- Caquella Location within Bolivia

Highest point
- Elevation: 5,965 m (19,570 ft)
- Prominence: 1,486 m (4,875 ft)
- Parent peak: Acamarachi
- Coordinates: 21°29′26.88″S 067°55′52.67″W﻿ / ﻿21.4908000°S 67.9312972°W

Geography
- Parent range: Bolivian Andes, Andes

Climbing
- First ascent: 08/25/1984 - Anton Putz and Ria Putz (Germany)

= Cerro Caquella =

Mountain in Bolivia

Caquella is a peak in Bolivia with an elevation of 5965 m metres. Caquella is within the following mountain ranges: Bolivian Andes and Cordillera Occidental de Bolivia.

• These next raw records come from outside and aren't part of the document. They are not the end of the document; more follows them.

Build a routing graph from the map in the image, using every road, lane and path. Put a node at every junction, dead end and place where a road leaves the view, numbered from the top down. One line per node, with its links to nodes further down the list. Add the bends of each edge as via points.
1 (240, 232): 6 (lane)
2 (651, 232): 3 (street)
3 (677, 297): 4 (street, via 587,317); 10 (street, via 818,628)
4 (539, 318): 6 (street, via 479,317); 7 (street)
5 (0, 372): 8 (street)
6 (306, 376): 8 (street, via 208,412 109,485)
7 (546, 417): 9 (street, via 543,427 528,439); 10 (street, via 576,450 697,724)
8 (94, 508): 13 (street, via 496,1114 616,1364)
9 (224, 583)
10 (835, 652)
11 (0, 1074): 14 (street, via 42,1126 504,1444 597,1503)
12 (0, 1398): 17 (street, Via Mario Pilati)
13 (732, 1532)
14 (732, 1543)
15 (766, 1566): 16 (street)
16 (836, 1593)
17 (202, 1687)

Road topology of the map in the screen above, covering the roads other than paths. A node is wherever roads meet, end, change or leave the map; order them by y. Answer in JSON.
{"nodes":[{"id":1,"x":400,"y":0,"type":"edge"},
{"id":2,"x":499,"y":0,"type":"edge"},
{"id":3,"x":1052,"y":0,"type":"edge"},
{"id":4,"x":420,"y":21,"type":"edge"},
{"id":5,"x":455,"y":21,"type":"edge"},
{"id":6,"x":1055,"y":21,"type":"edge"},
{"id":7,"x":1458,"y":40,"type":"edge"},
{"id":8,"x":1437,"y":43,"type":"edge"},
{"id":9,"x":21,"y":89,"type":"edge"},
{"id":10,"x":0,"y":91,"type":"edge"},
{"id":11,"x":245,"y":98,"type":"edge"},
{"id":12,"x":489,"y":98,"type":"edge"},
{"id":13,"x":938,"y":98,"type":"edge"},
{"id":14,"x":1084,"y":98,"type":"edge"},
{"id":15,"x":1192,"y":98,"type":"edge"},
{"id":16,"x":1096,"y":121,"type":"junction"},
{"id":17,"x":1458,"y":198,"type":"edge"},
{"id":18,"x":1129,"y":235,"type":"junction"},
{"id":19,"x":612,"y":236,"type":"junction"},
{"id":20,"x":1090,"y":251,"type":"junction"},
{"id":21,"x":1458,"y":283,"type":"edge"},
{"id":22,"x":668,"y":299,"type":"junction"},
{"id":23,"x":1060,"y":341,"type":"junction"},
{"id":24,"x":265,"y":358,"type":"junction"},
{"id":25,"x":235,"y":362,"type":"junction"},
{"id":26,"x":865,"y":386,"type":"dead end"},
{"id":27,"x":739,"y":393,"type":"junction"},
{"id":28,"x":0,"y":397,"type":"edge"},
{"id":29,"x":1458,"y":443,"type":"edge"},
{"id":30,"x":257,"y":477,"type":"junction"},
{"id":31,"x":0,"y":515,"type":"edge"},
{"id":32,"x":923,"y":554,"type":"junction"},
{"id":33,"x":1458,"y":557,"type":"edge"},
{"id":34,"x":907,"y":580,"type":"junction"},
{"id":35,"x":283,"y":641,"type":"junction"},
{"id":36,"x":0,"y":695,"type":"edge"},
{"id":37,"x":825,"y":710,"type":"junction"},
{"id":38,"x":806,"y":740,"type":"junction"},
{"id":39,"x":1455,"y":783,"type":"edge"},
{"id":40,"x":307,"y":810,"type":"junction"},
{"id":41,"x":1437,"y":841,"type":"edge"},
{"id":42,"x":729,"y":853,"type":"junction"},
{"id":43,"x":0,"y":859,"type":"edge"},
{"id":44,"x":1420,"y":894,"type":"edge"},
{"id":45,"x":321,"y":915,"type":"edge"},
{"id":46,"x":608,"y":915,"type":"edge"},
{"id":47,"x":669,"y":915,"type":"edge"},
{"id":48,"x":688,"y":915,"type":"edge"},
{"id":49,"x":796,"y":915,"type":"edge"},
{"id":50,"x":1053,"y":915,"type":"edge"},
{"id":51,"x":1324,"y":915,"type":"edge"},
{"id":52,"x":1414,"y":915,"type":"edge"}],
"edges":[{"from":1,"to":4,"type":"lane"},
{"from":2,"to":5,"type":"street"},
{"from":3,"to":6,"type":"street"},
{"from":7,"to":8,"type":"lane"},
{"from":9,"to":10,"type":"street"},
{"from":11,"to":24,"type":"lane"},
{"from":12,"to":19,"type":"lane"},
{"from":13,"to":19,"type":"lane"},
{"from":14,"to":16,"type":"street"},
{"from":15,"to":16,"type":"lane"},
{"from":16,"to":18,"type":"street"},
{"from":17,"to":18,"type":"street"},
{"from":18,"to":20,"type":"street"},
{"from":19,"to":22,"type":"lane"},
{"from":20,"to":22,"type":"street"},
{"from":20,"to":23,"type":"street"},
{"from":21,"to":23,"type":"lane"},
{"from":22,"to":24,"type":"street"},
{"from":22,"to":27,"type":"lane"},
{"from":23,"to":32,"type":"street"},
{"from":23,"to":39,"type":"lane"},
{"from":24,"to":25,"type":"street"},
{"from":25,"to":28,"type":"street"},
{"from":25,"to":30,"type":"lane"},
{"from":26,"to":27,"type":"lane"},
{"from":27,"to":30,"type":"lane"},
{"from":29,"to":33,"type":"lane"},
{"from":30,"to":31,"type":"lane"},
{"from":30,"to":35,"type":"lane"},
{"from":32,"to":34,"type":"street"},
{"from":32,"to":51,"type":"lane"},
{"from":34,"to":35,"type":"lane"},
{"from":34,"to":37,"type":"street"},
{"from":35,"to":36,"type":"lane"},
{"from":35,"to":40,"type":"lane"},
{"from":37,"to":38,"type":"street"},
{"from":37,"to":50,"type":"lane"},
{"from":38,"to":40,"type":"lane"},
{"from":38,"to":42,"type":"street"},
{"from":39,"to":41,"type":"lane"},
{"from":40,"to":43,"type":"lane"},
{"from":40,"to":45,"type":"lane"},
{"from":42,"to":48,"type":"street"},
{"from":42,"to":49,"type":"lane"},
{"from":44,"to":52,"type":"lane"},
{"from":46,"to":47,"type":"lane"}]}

It is located within the territory of the Bolivian province of Nor Lipez and Its slopes are within the administrative boundaries of the Bolivian commune of Colcha K (V.Martin).

== First Ascent ==
Caquella was first climbed by Anton Putz and Ria Putz (Germany) August 25, 1984.

== Elevation ==
Other data from available digital elevation models: ASTER 5950 metres and TanDEM-X 5991 metres. The height of the nearest key col is 4479 meters, leading to a topographic prominence of 1486 meters. Caquella is considered a Mountain Range according to the Dominance System and its dominance is 24.91%. Its parent peak is Acamarachi and the Topographic isolation is 202.9 kilometers.